Market meltdown may claim another victim: Santa Claus
A six-year old campaign in Germany to ban Mr. Claus is picking up steam.
Santa beware! Activists in Germany are waging an international campaign to do away with old Father Christmas and say they are gaining ground thanks to the global economic meltdown.
Armed with child-friendly stickers, web-savvy promoters and chocolate figurines, the "Santa-Free Zone" movement says it is gathering steam this year against what it calls the hollow commercialisation of Christmas.
Launched by a German Catholic priest in 2002, the campaign aims to knock Santa off his pedestal and replace what they see as a cheap, American import with the real thing: Saint Nicholas.

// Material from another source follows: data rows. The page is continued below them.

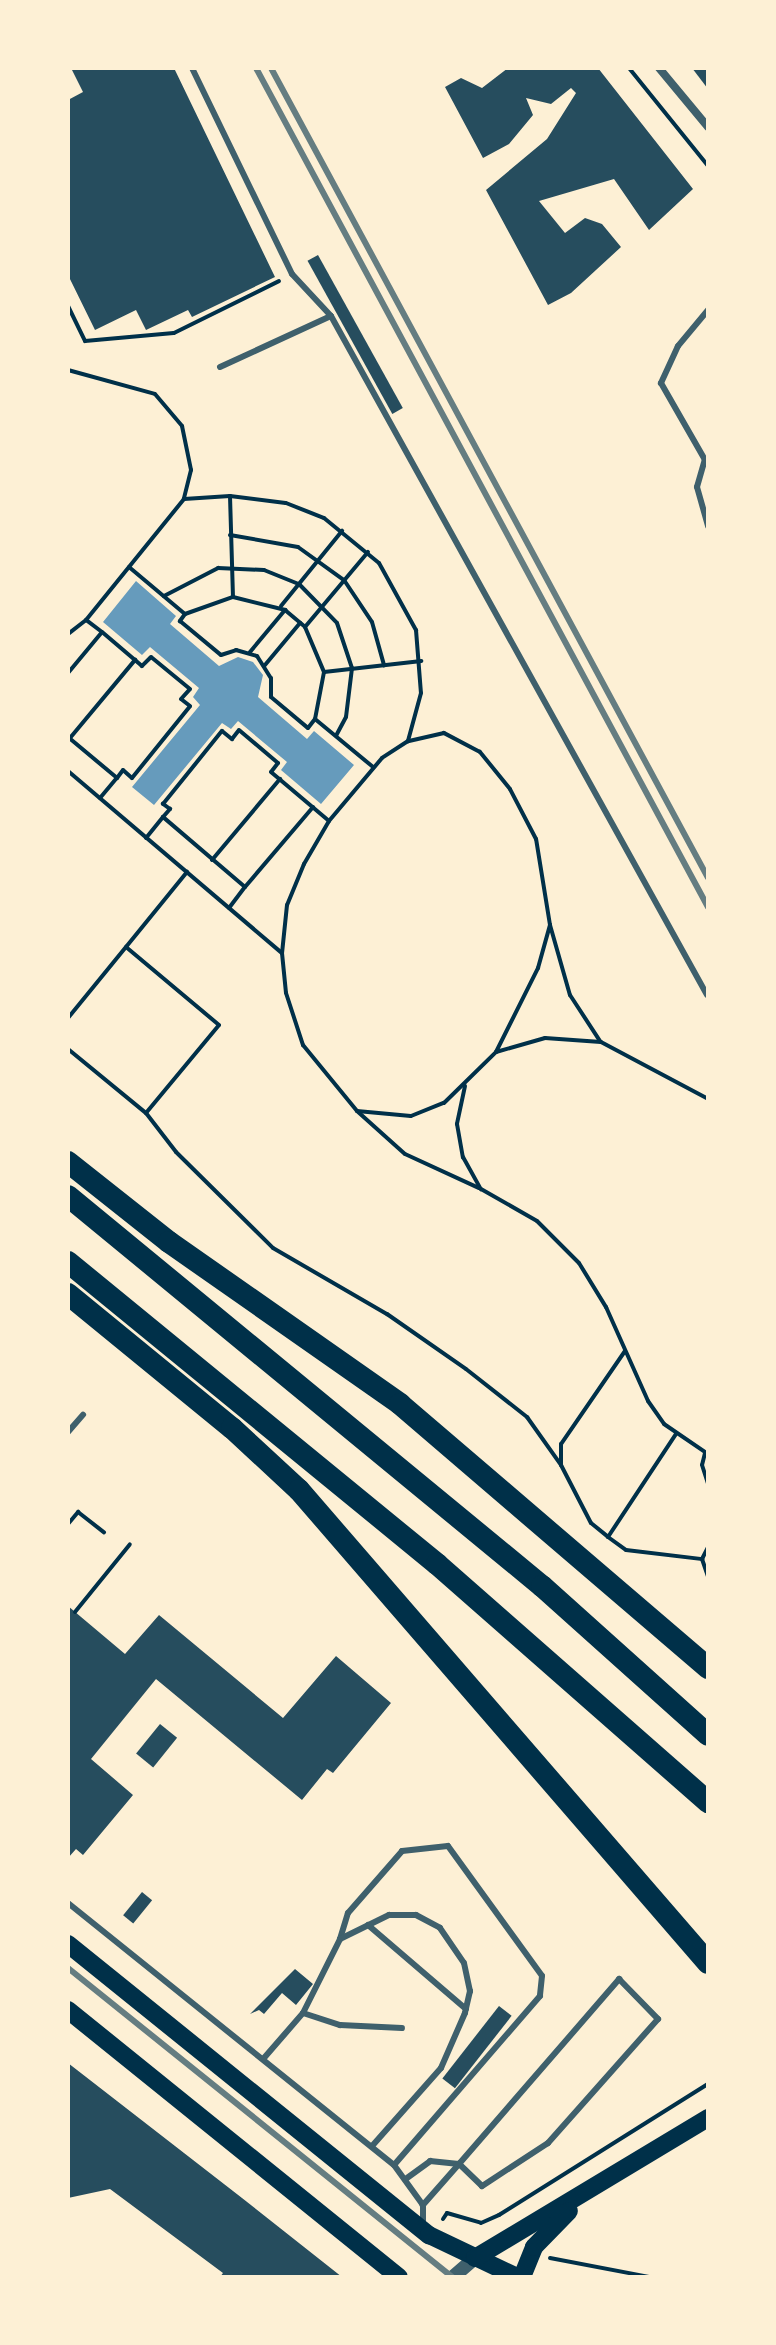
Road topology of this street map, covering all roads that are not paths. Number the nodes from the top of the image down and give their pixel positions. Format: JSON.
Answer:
{"nodes":[{"id":1,"x":192,"y":68,"type":"edge"},
{"id":2,"x":659,"y":68,"type":"edge"},
{"id":3,"x":708,"y":127,"type":"edge"},
{"id":4,"x":708,"y":310,"type":"edge"},
{"id":5,"x":331,"y":316,"type":"junction"},
{"id":6,"x":220,"y":367,"type":"dead end"},
{"id":7,"x":706,"y":462,"type":"edge"},
{"id":8,"x":708,"y":526,"type":"edge"},
{"id":9,"x":707,"y":995,"type":"edge"},
{"id":10,"x":68,"y":1162,"type":"edge"},
{"id":11,"x":68,"y":1196,"type":"edge"},
{"id":12,"x":68,"y":1262,"type":"edge"},
{"id":13,"x":68,"y":1294,"type":"edge"},
{"id":14,"x":83,"y":1415,"type":"dead end"},
{"id":15,"x":68,"y":1432,"type":"edge"},
{"id":16,"x":708,"y":1668,"type":"edge"},
{"id":17,"x":708,"y":1735,"type":"edge"},
{"id":18,"x":708,"y":1802,"type":"edge"},
{"id":19,"x":583,"y":1823,"type":"junction"},
{"id":20,"x":68,"y":1903,"type":"edge"},
{"id":21,"x":368,"y":1925,"type":"junction"},
{"id":22,"x":340,"y":1939,"type":"junction"},
{"id":23,"x":68,"y":1944,"type":"edge"},
{"id":24,"x":708,"y":1963,"type":"edge"},
{"id":25,"x":708,"y":1978,"type":"edge"},
{"id":26,"x":466,"y":2009,"type":"junction"},
{"id":27,"x":68,"y":2010,"type":"edge"},
{"id":28,"x":303,"y":2013,"type":"junction"},
{"id":29,"x":402,"y":2028,"type":"dead end"},
{"id":30,"x":264,"y":2058,"type":"junction"},
{"id":31,"x":708,"y":2118,"type":"edge"},
{"id":32,"x":372,"y":2146,"type":"junction"},
{"id":33,"x":459,"y":2164,"type":"junction"},
{"id":34,"x":394,"y":2165,"type":"junction"},
{"id":35,"x":407,"y":2178,"type":"junction"},
{"id":36,"x":586,"y":2195,"type":"junction"},
{"id":37,"x":423,"y":2205,"type":"junction"},
{"id":38,"x":424,"y":2230,"type":"junction"},
{"id":39,"x":475,"y":2258,"type":"junction"},
{"id":40,"x":399,"y":2277,"type":"edge"},
{"id":41,"x":453,"y":2277,"type":"edge"},
{"id":42,"x":519,"y":2277,"type":"edge"}],
"edges":[{"from":1,"to":5,"type":"lane"},
{"from":2,"to":3,"type":"street"},
{"from":4,"to":7,"type":"lane"},
{"from":5,"to":6,"type":"lane"},
{"from":5,"to":9,"type":"lane"},
{"from":7,"to":8,"type":"lane"},
{"from":10,"to":16,"type":"highway"},
{"from":11,"to":17,"type":"highway"},
{"from":12,"to":18,"type":"highway"},
{"from":13,"to":19,"type":"highway"},
{"from":14,"to":15,"type":"lane"},
{"from":19,"to":24,"type":"highway"},
{"from":19,"to":25,"type":"highway"},
{"from":20,"to":30,"type":"lane"},
{"from":21,"to":22,"type":"lane"},
{"from":21,"to":26,"type":"lane"},
{"from":21,"to":26,"type":"lane"},
{"from":22,"to":28,"type":"lane"},
{"from":22,"to":34,"type":"lane"},
{"from":23,"to":38,"type":"main road"},
{"from":26,"to":32,"type":"lane"},
{"from":27,"to":40,"type":"main road"},
{"from":28,"to":29,"type":"lane"},
{"from":28,"to":30,"type":"lane"},
{"from":30,"to":32,"type":"lane"},
{"from":31,"to":36,"type":"main road"},
{"from":32,"to":34,"type":"lane"},
{"from":33,"to":33,"type":"lane"},
{"from":33,"to":35,"type":"lane"},
{"from":33,"to":37,"type":"lane"},
{"from":34,"to":35,"type":"lane"},
{"from":35,"to":37,"type":"lane"},
{"from":36,"to":39,"type":"main road"},
{"from":36,"to":42,"type":"main road"},
{"from":37,"to":38,"type":"lane"},
{"from":38,"to":39,"type":"main road"},
{"from":39,"to":41,"type":"street"},
{"from":39,"to":42,"type":"main road"}]}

"The movement is intended to raise awareness of the fact that the consumption-oriented Santa launched by the Christmas gift industry has very little to do with the holy bishop Saint Nicholas," said Christoph Schommer of the Catholic aid group Bonifatiuswerk, which is rallying the Santa opposition.
Saint Nicholas, an actual historical figure, was in the fourth century Bishop of Myra in today's Turkey whose legendary modesty and generosity led him to give gifts in secret.

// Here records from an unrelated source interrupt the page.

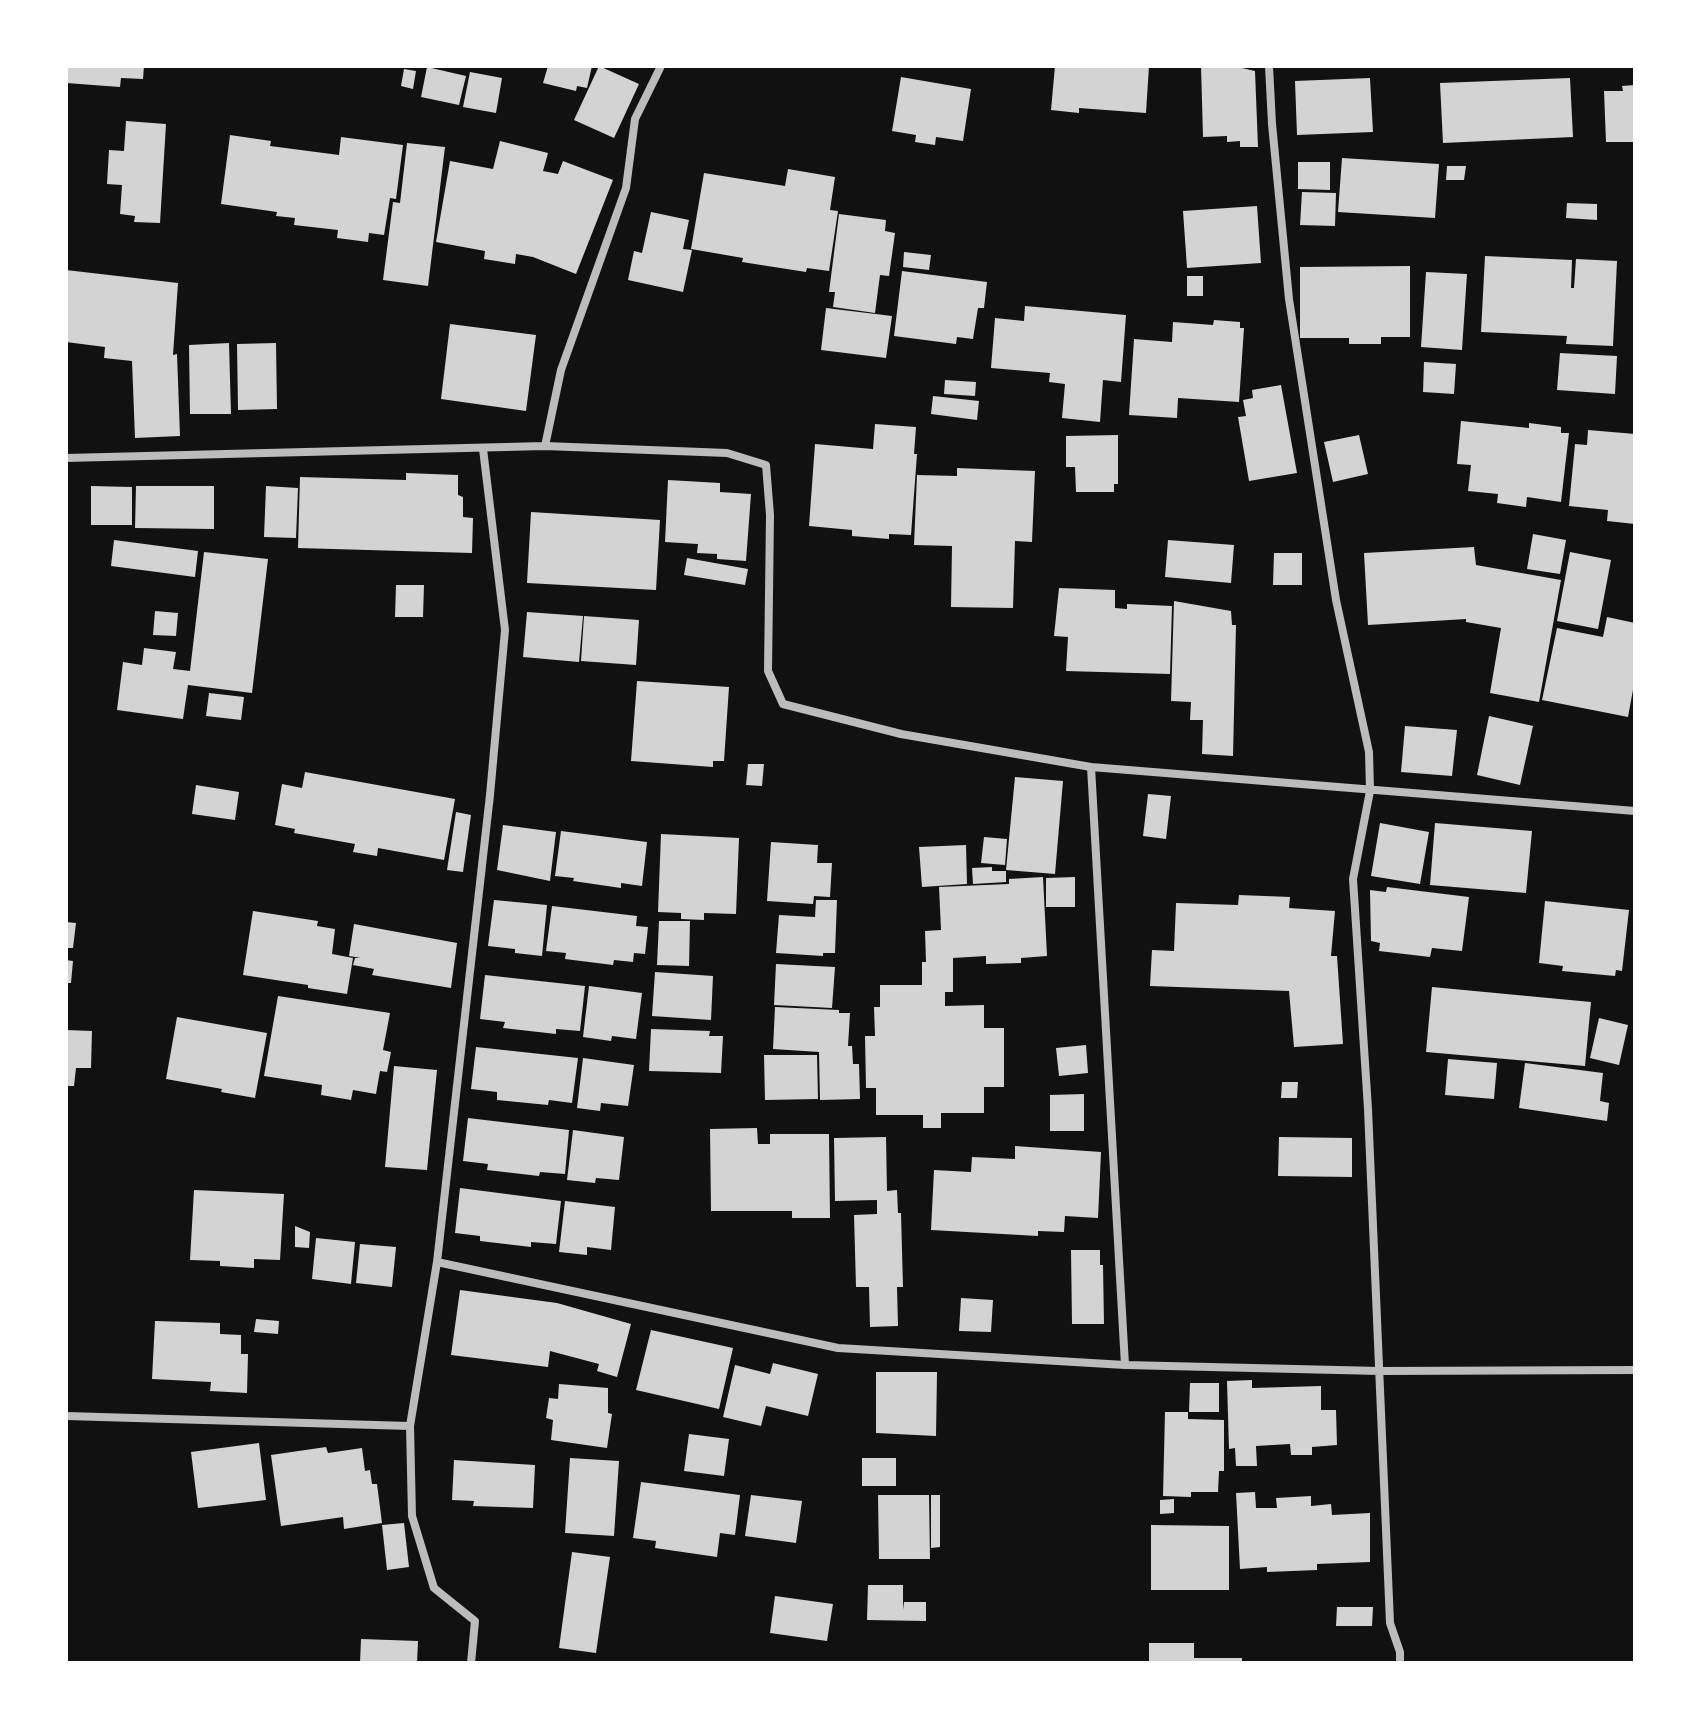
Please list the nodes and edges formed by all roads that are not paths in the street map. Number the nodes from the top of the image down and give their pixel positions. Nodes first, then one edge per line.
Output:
1 (661, 66) edge
2 (1269, 66) edge
3 (545, 446) junction
4 (483, 449) junction
5 (66, 458) edge
6 (1091, 767) junction
7 (1370, 791) junction
8 (1635, 811) edge
9 (437, 1262) junction
10 (1125, 1365) junction
11 (1635, 1370) edge
12 (1380, 1371) junction
13 (66, 1416) edge
14 (410, 1426) junction
15 (471, 1663) edge
16 (1400, 1663) edge

1 - 3 street
2 - 7 street
3 - 4 street
3 - 6 street
4 - 5 street
4 - 9 street
6 - 7 street
6 - 10 street
7 - 8 street
7 - 12 street
9 - 10 street
9 - 14 street
10 - 12 street
11 - 12 street
12 - 16 street
13 - 14 street
14 - 15 street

As the story goes, his greatest miracle was saving three girls whose impoverished father wanted to sell them into prostitution. Nicholas, who had inherited a fortune from his father, left three lumps of gold over three nights in their room while they were sleeping.
Catholics and Orthodox Christians in much of the world still celebrate Saint Nicholas Day, usually on December 6, as a festival for children, who receive chocolates in their shoes when they leave them out overnight.